Asked about the allegations of beatings, Lieutenant Colonel Islam said: "It is never possible. Please check your source and motive."
Reuters reporters saw the remnants of the smashed boats. Nearby was a pile of sledgehammers and machetes.
A local fisherman, Robi Alam, said the BGB had given local people money to destroy the boats.
Bangladeshi authorities said last month they would crack down on fisherman charging Rohingya for ferrying them to safety, which they described as human trafficking.
Thousands of people continue to cross land and sea borders daily to reach Bangladesh, putting great strain on one of the poorest regions of a poor country.
One refugee, who asked not to be identified, said his relatives were among 6,000 people waiting in Myanmar to cross to Bangladesh by boat on Wednesday night.
He said news of the destruction of the boats and the arrests on Tuesday night had spread and he was concerned the owners of other vessels would be deterred from making the trip.
Including the latest influx, about 1 million Rohingya, who were mostly stripped of their citizenship by a 1982 law passed by the military junta that then ruled Myanmar, now live in Bangladesh after fleeing periodic outbreaks of violence.
Resentment against the stateless group has brewed for years in Bangladesh, where authorities have linked them to a surge in methamphetamine use.
Seizures of the drug jumped more than 2,500 percent to 29.4 million pills between 2011 and 2016 and police and government officials say the Rohingya refugees, who cannot easily be traced, are the traffickers' preferred mules.

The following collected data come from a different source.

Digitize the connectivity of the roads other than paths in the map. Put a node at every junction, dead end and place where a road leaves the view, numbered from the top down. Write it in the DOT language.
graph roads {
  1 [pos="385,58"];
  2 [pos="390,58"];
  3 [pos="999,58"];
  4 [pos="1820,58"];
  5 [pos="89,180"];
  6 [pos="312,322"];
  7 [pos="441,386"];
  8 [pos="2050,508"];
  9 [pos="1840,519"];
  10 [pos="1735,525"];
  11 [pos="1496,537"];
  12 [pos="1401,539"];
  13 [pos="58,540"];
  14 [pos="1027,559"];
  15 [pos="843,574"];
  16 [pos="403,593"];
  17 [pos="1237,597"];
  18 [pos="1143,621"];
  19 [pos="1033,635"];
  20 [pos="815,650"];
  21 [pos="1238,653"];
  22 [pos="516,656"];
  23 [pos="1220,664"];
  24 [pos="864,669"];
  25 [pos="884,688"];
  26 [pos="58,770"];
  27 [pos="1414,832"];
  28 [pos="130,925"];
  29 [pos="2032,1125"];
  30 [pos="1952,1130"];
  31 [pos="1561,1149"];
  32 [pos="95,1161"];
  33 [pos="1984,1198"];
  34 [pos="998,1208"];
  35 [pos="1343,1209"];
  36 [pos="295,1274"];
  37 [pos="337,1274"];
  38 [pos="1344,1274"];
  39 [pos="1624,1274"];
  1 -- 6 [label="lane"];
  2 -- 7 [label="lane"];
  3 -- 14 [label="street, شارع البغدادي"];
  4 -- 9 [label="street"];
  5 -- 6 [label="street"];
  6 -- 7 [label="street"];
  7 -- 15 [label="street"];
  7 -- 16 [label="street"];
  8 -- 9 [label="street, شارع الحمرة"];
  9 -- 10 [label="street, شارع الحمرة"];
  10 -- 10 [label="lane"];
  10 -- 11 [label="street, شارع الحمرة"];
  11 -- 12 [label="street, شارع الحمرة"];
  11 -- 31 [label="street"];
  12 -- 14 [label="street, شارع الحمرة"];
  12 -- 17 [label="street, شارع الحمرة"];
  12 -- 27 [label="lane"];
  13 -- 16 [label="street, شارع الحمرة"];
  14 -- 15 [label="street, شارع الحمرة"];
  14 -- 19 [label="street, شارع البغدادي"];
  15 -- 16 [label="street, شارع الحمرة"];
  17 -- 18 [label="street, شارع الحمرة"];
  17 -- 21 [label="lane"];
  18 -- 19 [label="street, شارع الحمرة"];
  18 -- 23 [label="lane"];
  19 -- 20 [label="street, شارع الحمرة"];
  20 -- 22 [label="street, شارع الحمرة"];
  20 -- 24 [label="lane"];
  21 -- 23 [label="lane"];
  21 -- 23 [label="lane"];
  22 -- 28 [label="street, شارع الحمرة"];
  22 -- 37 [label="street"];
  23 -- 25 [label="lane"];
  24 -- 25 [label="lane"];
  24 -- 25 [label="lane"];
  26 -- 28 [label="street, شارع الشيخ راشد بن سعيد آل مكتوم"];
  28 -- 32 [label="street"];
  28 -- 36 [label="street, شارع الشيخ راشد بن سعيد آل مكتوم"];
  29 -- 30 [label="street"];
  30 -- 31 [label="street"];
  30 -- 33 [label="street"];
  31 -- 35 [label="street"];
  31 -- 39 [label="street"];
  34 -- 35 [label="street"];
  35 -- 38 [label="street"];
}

The authorities have cited a growing drug problem as one reason for pushing ahead with a controversial scheme to move thousands of refugees from their border camps to an undeveloped island in the Bay of Bengal.
Myanmar and Bangladesh are also discussing a framework for returning the Rohingyas to Myanmar.
The two countries agreed on Monday to work on a repatriation plan, and a Myanmar government spokesman confirmed it would go along with it, provided people could verify their status with paperwork.